Many online reviewers (after a disrespectful one or maybe two listens), have expressed disappointment in the overall sound and atmosphere of the album. They mark it too close to In Rainbows; lacking that tweak in direction we’ve come to expect from every new Radiohead project. With its typically jerky rhythms, disjointed bass-lines and falsetto-delivered abstract lyrics, this is not a change in direction for the band. However, that shouldn’t be held against them. What Radiohead have delivered is the first great album of 2011.

Opening with a delicate piano-line, the first-track ‘Bloom’ quickly descends into an unsettling relentless jazz-rhythm while a double-bass pokes away underneath the atmospheric synths. Differing from the urgency of In Rainbows opener ‘15 Step’, it’s a statement for how the album will follow. This is Radiohead’s most subtle and nuanced record yet.

‘Morning Mr. Magpie’ steps up the pace slightly, a track very reminiscent of Yorke’s solo-material on The Eraser. Jonny Greenwood’s influence is discreet on this album, though the huge range of sounds and instruments are certainly attributable to the multi-instrumentalist. Every listen offers a subtle piano vamp or blast of brass not heard before, helping everything breath beneath the claustrophobic beats.

Yorke has always been a champion of rhythm over melody, never more noticeably than on ‘Feral’, which recalls the synthesised vocal-effects of the Kid A era. It’s infectious and exciting; something to look forward to at their live shows for sure.

‘Lotus Flower’ is a definite highlight, but it’s with ‘Codex’ that the band have found a real gem. Beautifully constructed, it’s got an intimacy and sense of hope that transcends the whole album. A close cousin of ‘Pyramid Song’, it’s certain to be a fan-favourite. The most obvious conveyor of the album’s overall theme of nature, Yorke invites us to “Jump off the end/into a clear lake/ no one around”, before the track fades out to birds singing.

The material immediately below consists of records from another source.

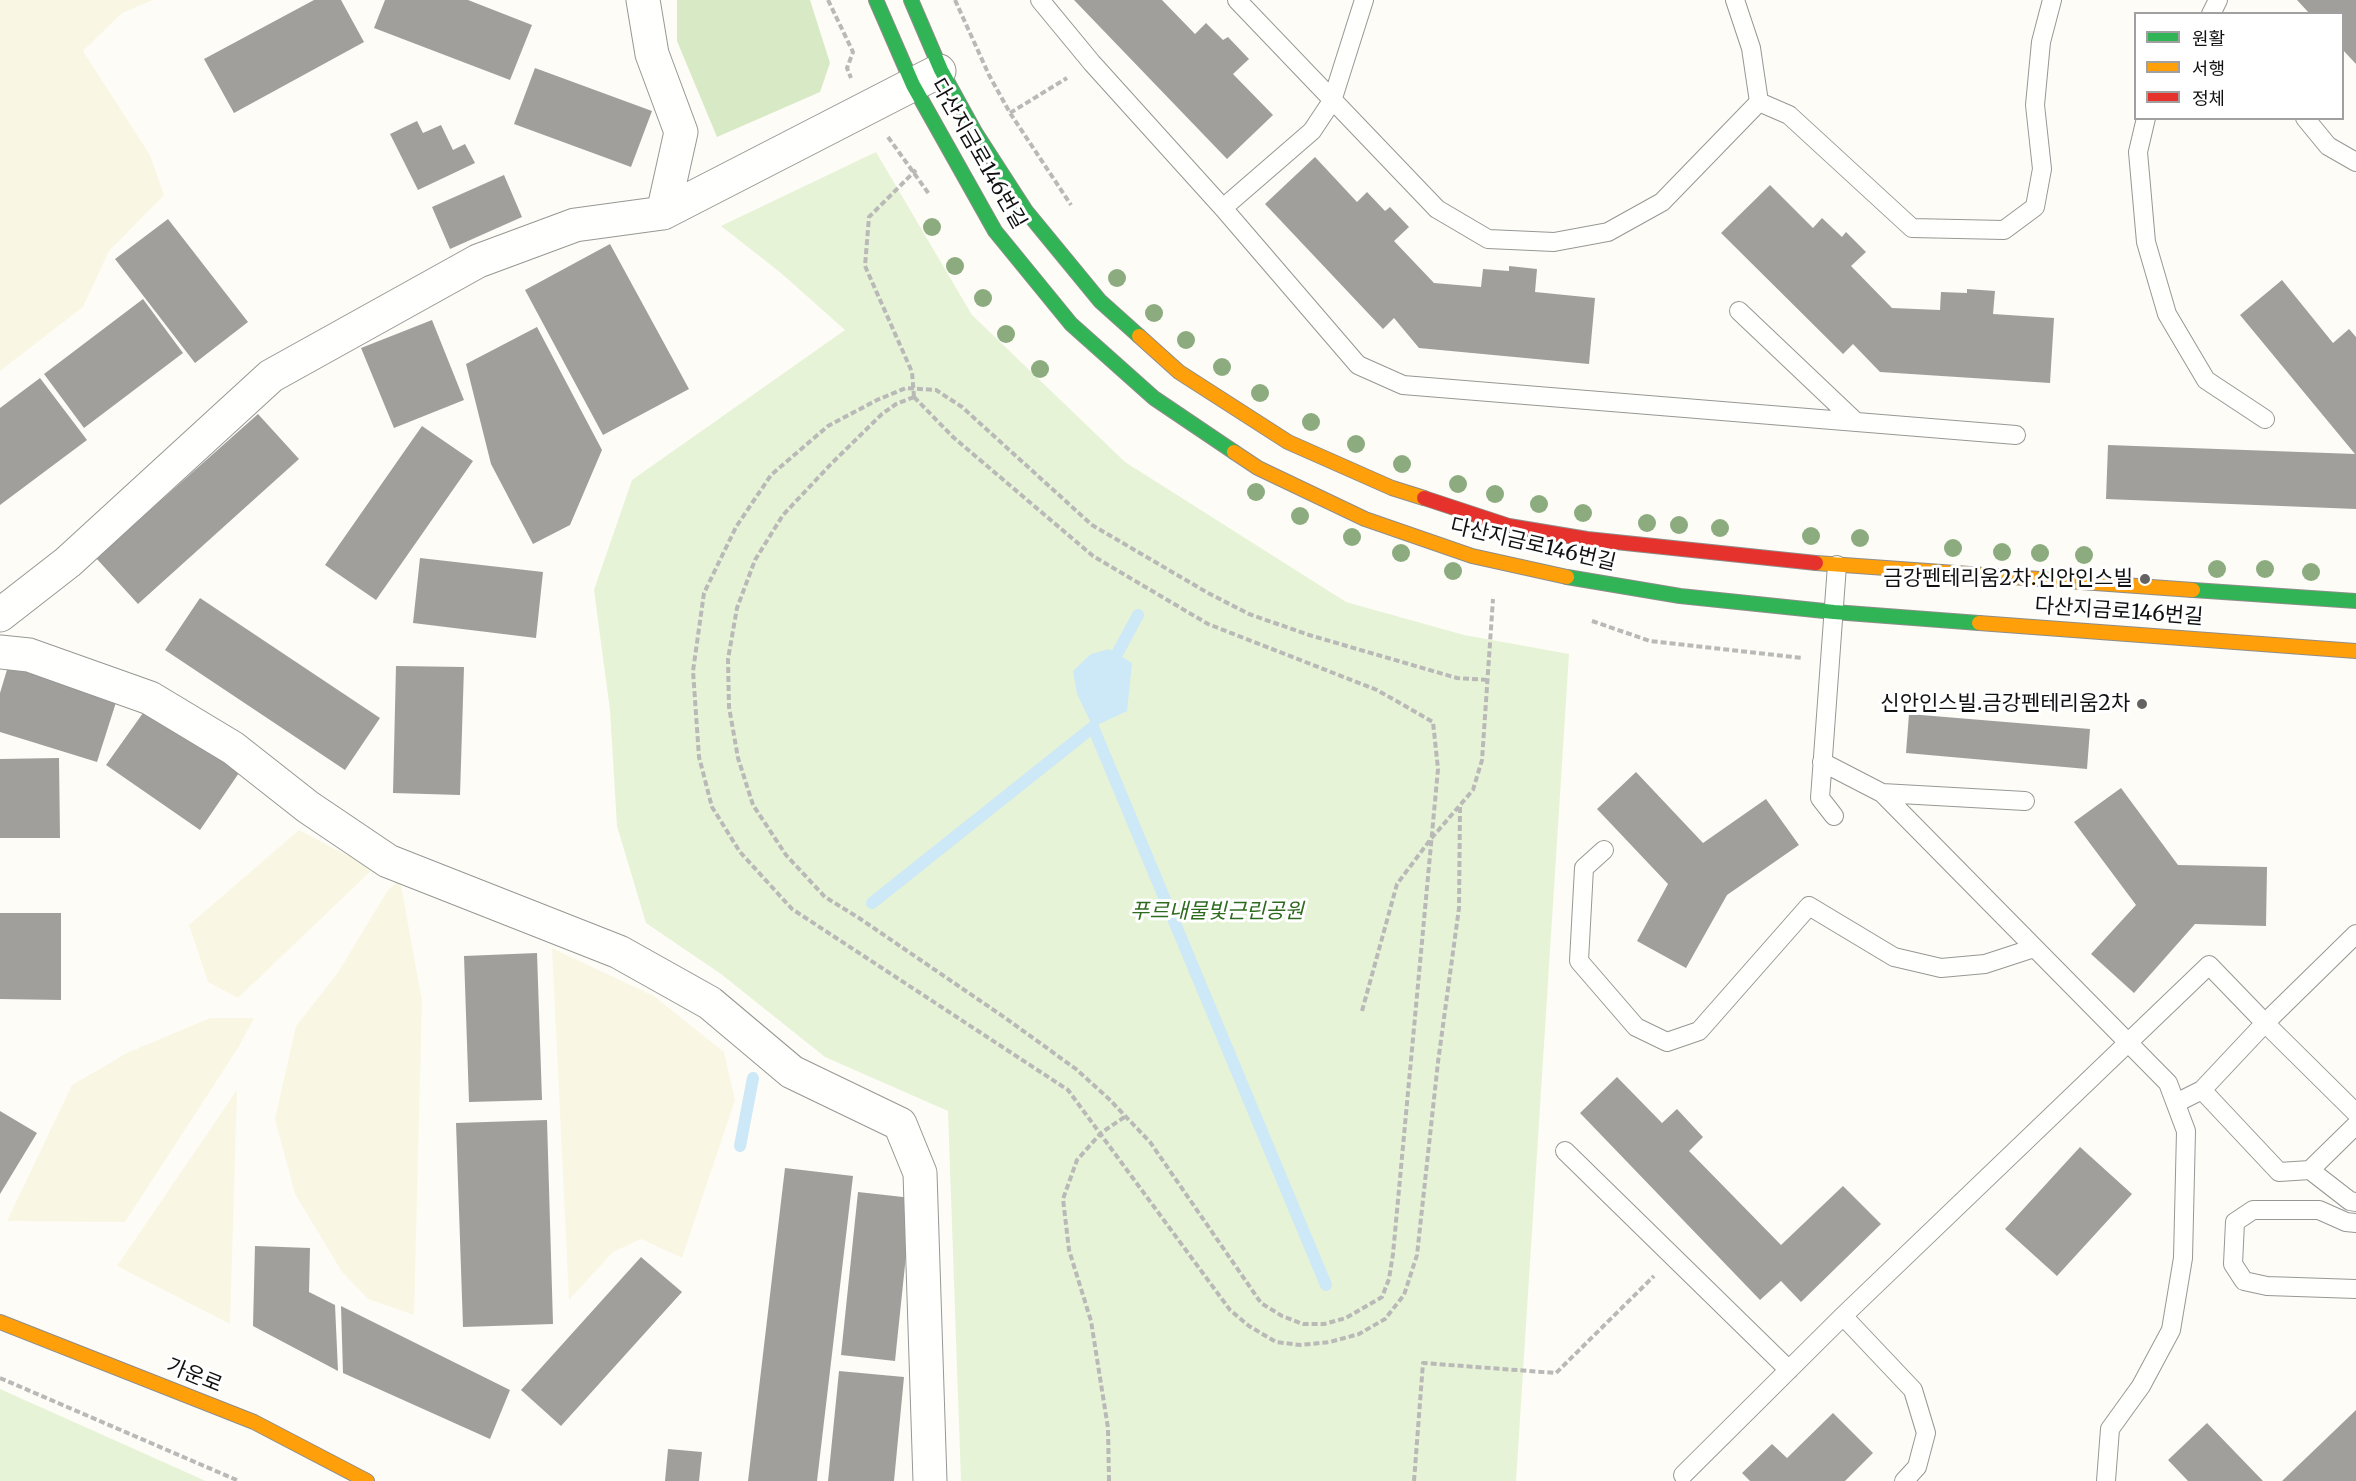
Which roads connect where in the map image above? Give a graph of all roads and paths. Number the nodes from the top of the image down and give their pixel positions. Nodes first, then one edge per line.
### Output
1 (643, 0) edge
2 (828, 0) edge
3 (876, 0) edge
4 (911, 0) edge
5 (1040, 0) edge
6 (1237, 0) edge
7 (1364, 0) edge
8 (1735, 0) edge
9 (2052, 0) edge
10 (1092, 63) junction
11 (927, 78) junction
12 (852, 80) dead end
13 (1332, 101) junction
14 (1759, 102) junction
15 (1001, 118) dead end
16 (2146, 120) edge
17 (2307, 120) edge
18 (2356, 162) edge
19 (923, 166) dead end
20 (1223, 208) junction
21 (663, 213) junction
22 (1739, 311) dead end
23 (913, 389) junction
24 (914, 397) junction
25 (2265, 419) dead end
26 (1856, 422) junction
27 (2016, 435) dead end
28 (1837, 565) junction
29 (1493, 598) dead end
30 (2356, 601) edge
31 (1834, 612) junction
32 (0, 615) edge
33 (2356, 651) edge
34 (0, 652) edge
35 (1488, 680) junction
36 (1822, 762) junction
37 (1882, 793) junction
38 (2025, 801) dead end
39 (1460, 807) junction
40 (1834, 816) dead end
41 (1430, 840) junction
42 (1604, 850) dead end
43 (2356, 934) edge
44 (2034, 948) junction
45 (1362, 1011) dead end
46 (2265, 1023) junction
47 (2128, 1042) junction
48 (2202, 1090) junction
49 (2175, 1103) junction
50 (2356, 1113) edge
51 (1126, 1116) junction
52 (2356, 1125) edge
53 (1101, 1134) junction
54 (1565, 1151) dead end
55 (2310, 1170) junction
56 (2356, 1202) edge
57 (2356, 1223) edge
58 (1673, 1257) junction
59 (2356, 1289) edge
60 (1843, 1316) junction
61 (0, 1322) edge
62 (1789, 1370) junction
63 (0, 1378) edge
64 (1683, 1475) dead end
65 (239, 1481) edge
66 (367, 1481) edge
67 (930, 1481) edge
68 (1109, 1481) edge
69 (1414, 1481) edge
70 (1904, 1481) edge
71 (2106, 1481) edge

By the time ‘Separator’ drifts pleasantly to a close, you’re left itching to experience it all again. As all great albums should do, the melodies and rhythms grow organically in your memory before you’re tempted back to the play button. Many will argue it is to In Rainbows what Amnesiac was to Kid A; an extension of that production sonically—electronic, but emotionally engaging. However, I believe The King Of Limbs will eventually transcend that opinion to be admired outside of that context. It’s not ground-breaking, and it may represent a transitional phase for what has been one of the great influential bands of our time, but it stands up.

While it won’t convert any sceptics, it’s probably Radiohead’s most positive album to date. Beautifully crafted, perfectly track-listed and more rewarding on every listen, thank god we have them back.